I was involved in my advisor’s lab – Dr. Ana Martinez-Donate – and we conducted a lot of community-based things we studied is the situation where the same community is affected by many different health issues at the same time, because those health issues are all connected by the same underlying causal factor. In Philly, we’ve seen a lot of co-occurrences of mental health issues, substance abuse, violence, and HIV. We find it’s because there are underlying factors causing this situation – factors related to poverty, oppression, historical trauma against certain people, and the like. In the past, researchers would study these conditions separately, but we wanted to study how they interact, and determine points where we could address more than one condition at a time, by addressing their common causes. In the process, we partnered with amazing community-based organizations like the Philadelphia AIDS Consortium, Women Organized Against Rape, and others. It’s important that the study was done the right way, with community partners and residents.
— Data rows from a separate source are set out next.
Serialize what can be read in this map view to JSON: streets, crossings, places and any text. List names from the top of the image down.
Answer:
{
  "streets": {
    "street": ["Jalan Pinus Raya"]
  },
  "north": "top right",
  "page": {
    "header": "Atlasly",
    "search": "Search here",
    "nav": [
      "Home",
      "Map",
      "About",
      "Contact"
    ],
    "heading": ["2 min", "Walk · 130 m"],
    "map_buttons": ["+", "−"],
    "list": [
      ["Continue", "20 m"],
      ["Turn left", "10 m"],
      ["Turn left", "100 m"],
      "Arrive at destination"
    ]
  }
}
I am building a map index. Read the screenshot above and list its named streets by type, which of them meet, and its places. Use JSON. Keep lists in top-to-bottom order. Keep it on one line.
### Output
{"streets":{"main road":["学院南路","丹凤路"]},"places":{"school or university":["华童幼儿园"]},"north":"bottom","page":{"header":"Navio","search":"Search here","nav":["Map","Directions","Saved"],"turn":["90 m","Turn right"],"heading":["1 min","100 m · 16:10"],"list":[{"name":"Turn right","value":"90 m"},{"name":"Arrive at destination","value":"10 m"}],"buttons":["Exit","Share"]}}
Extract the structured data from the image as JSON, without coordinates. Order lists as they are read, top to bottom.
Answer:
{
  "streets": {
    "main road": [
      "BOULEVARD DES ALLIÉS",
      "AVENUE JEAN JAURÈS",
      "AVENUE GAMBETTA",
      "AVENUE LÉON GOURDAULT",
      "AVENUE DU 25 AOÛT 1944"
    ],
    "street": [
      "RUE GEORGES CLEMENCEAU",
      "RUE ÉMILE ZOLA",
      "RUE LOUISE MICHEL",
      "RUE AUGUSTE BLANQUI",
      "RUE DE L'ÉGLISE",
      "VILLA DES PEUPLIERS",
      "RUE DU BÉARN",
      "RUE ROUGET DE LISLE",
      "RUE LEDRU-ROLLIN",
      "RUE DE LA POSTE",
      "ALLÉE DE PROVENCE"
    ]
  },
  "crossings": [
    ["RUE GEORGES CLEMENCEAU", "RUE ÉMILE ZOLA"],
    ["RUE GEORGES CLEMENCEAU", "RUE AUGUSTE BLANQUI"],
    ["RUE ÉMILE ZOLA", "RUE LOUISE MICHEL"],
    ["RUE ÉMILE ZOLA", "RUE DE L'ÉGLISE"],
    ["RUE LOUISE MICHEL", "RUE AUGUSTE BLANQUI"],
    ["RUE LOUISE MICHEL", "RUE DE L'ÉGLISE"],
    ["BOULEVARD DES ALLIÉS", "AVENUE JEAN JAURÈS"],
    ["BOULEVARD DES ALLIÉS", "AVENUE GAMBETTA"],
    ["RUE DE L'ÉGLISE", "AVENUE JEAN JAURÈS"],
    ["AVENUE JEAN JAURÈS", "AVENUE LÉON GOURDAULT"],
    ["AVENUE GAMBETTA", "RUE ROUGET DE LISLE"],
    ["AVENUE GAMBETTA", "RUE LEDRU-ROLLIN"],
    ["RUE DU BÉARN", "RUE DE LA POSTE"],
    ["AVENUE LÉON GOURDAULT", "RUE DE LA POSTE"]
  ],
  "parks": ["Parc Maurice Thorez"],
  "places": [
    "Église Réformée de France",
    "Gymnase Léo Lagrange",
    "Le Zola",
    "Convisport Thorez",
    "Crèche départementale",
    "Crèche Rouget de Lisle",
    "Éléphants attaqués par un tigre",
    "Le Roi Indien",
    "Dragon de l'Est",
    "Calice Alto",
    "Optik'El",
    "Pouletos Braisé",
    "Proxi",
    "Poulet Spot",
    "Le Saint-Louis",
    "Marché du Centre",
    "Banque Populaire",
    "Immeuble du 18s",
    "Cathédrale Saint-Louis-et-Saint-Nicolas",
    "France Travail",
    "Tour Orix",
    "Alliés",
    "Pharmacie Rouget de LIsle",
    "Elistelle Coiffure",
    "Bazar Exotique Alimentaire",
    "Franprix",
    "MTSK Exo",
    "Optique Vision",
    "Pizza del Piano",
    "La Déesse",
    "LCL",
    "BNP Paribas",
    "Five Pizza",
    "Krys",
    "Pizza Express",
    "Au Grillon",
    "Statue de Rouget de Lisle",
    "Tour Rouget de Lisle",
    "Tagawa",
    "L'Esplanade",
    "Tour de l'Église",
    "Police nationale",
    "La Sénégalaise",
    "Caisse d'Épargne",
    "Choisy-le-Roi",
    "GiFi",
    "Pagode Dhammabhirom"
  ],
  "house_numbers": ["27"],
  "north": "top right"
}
I’ve also worked on another, more national project, which was the subject of my dissertation. The purpose of that project was to understand what happens when a parent gets deported or is at risk of deportation in terms of how children’s health and well-being is affected. We recruited families where a parent had been deported – recruiting at least one caregiver and one child from ages 13 to 17. We followed these families for six months, collected survey data, and conducted interviews, to understand the changes that were happening to children and their families. We asked, how are children’s health being affected? How is their schooling affected? How are the families’ economic and financial health affected? The study also recruited a control group, non-separated families. These were families with a child aged 13 to 17, with parents at risk of deportation, but luckily, they had not yet experienced separation. We followed them for six months, to compare the two kinds of families. We worked hard to build relationships with many different people and community-based organizations in the US and Mexico. I was a project coordinator for that study, and it changed my life, because I got attached to the kids. But our hands were tied in many ways. How could we really help them? We had child psychologists on the team to do counseling, and we were trained to do trauma informed work. But it wasn’t enough for me. I understand the value of the study, but I wanted to be able to fix the problem, not just understand it. I want to do that same level of science, but I only if I know something good will come out of it. I only want to do work the community will benefit from.
What are your goals for your work at Esperanza?
I want to pursue funding for research that has a community component, not only looking at solutions but trying them out. And I want to involve the community in the research and solutions, because it’s ridiculous that communities cannot study themselves. Why shouldn’t communities be able to have to be able to do research on a competitive level, and then devise their own solutions? Community residents are the experts on their own lives. They are the ones most equipped to generate strategies. And my job should be just to help them realize it I want to say I’m here; I have these skills, I would like to give them to you – let’s see what we can do to lift everybody up. I would like to help generate change on a community level. Public health is not about pills and procedures, it’s about policies and partnerships. It’s about love and for me, this is how I show love to my brothers and sisters – by advancing public health. The goal is to show love to communities, to people, and this is the way I’ve chosen to do it.